[HOW TO COMPLETE THIS TASK]:
If a line in the entries below holds the string "from", copy it.

SUPPLIED RECORDS Block Start

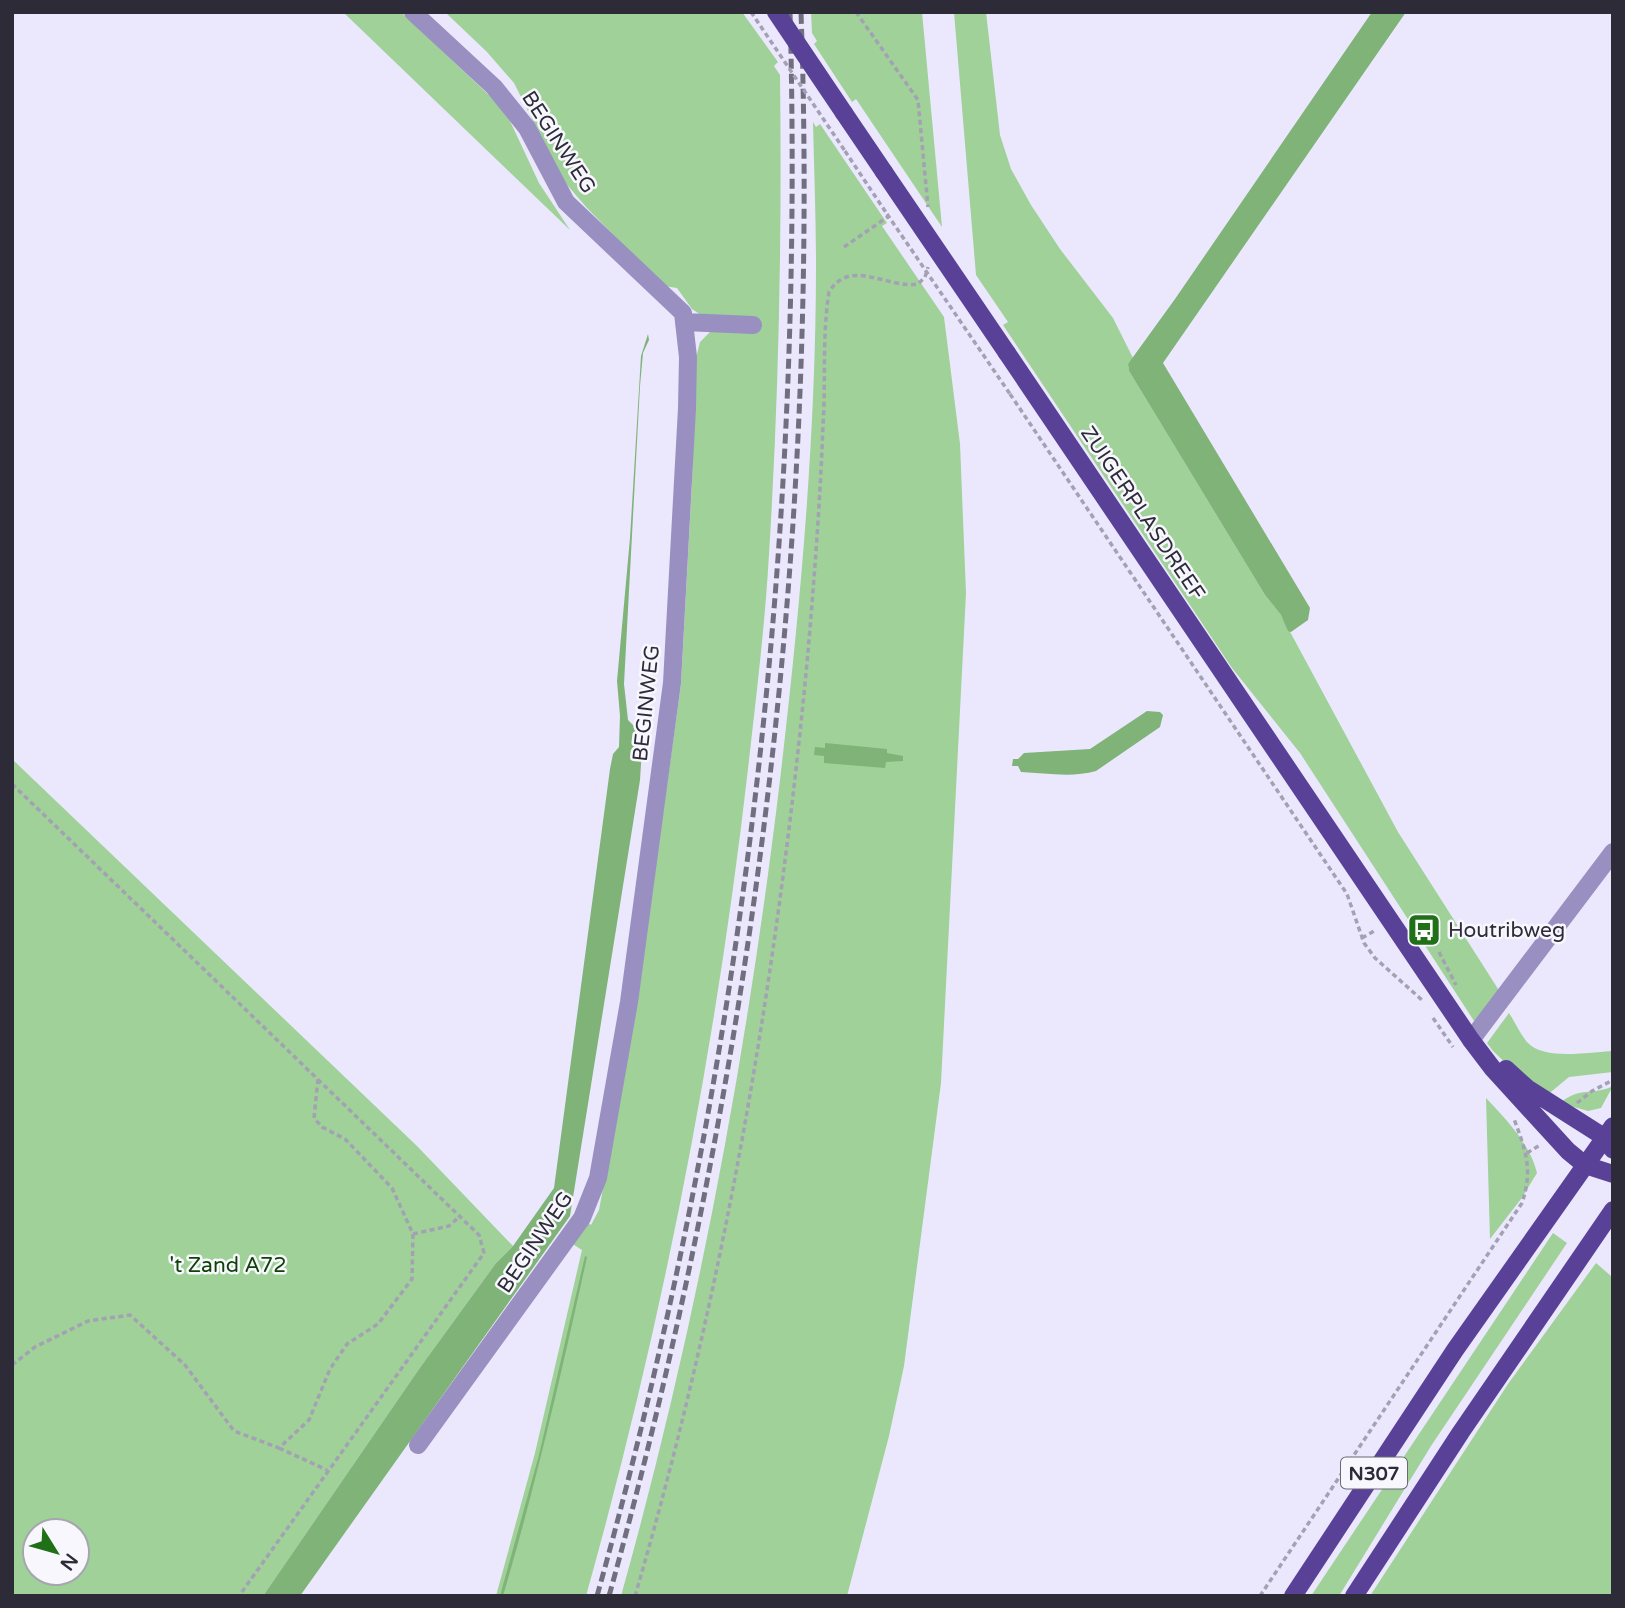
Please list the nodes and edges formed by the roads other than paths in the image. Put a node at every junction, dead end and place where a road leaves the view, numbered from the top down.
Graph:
1 (413, 12) edge
2 (776, 12) edge
3 (684, 323) junction
4 (753, 326) dead end
5 (1613, 852) edge
6 (1471, 1040) junction
7 (1610, 1138) edge
8 (1585, 1165) junction
9 (1613, 1174) edge
10 (1613, 1210) edge
11 (418, 1445) dead end
12 (1293, 1596) edge
13 (1354, 1596) edge

1 - 3 lane, BEGINWEG
2 - 6 main road, ZUIGERPLASDREEF, bridge
3 - 4 lane
3 - 11 lane, BEGINWEG
5 - 6 lane
6 - 7 main road, ZUIGERPLASDREEF
6 - 8 main road, ZUIGERPLASDREEF
7 - 8 main road, N307
8 - 9 main road, ZUIGERPLASDREEF
8 - 12 main road, N307
10 - 13 main road, N307

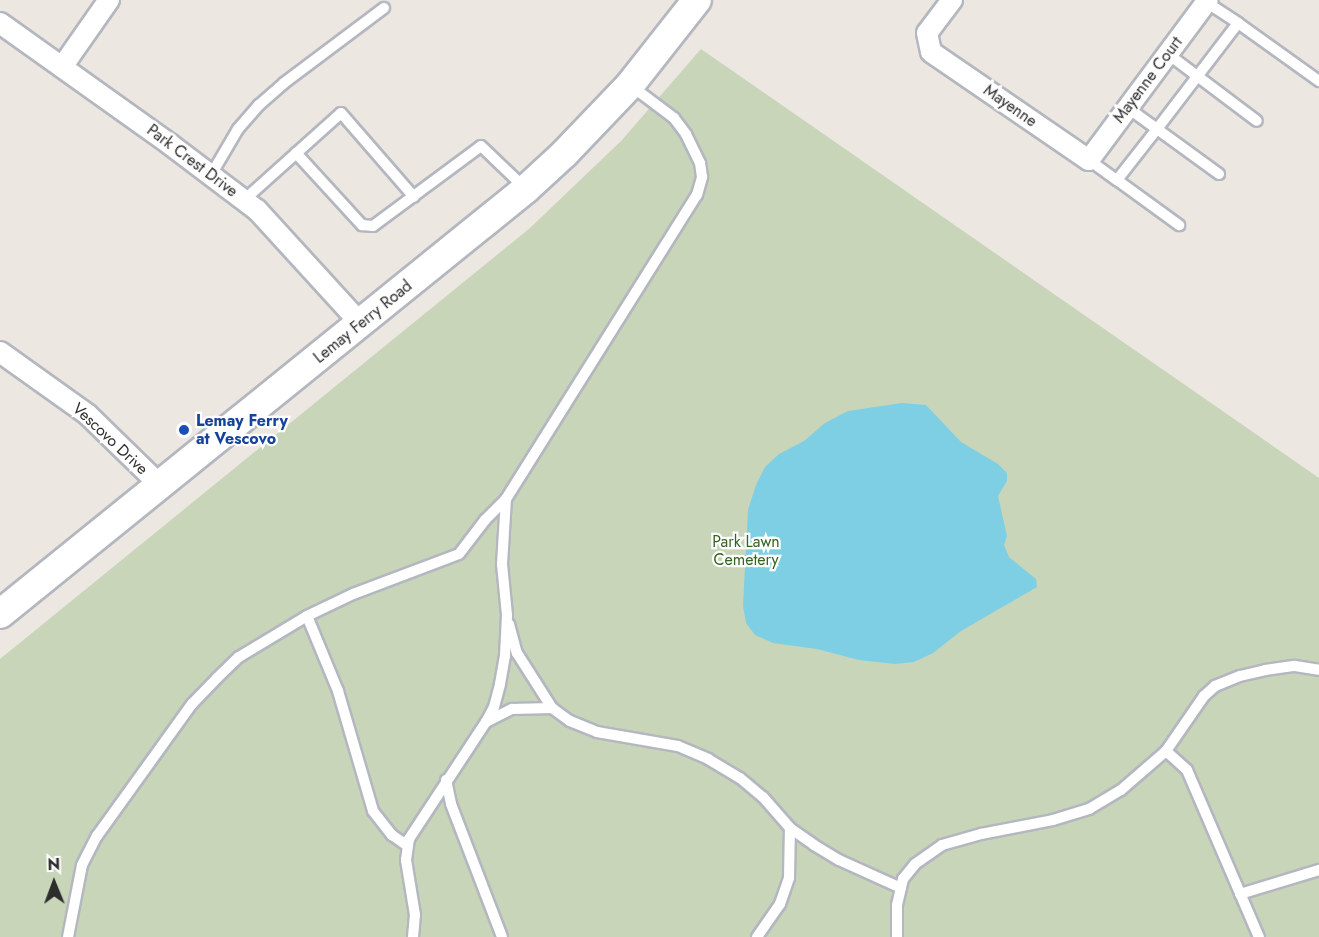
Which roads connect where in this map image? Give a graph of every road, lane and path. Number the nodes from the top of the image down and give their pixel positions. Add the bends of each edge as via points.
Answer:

SUPPLIED RECORDS Block End

[RESPONSE TO THIS TASK]:
Please list the nodes and edges formed by the roads other than paths in the image. Put a node at every junction, dead end and place where a road leaves the view, numbered from the top down.
Which roads connect where in this map image? Give a graph of every road, lane and path. Number the nodes from the top of the image down and give their pixel positions. Add the bends of each edge as via points.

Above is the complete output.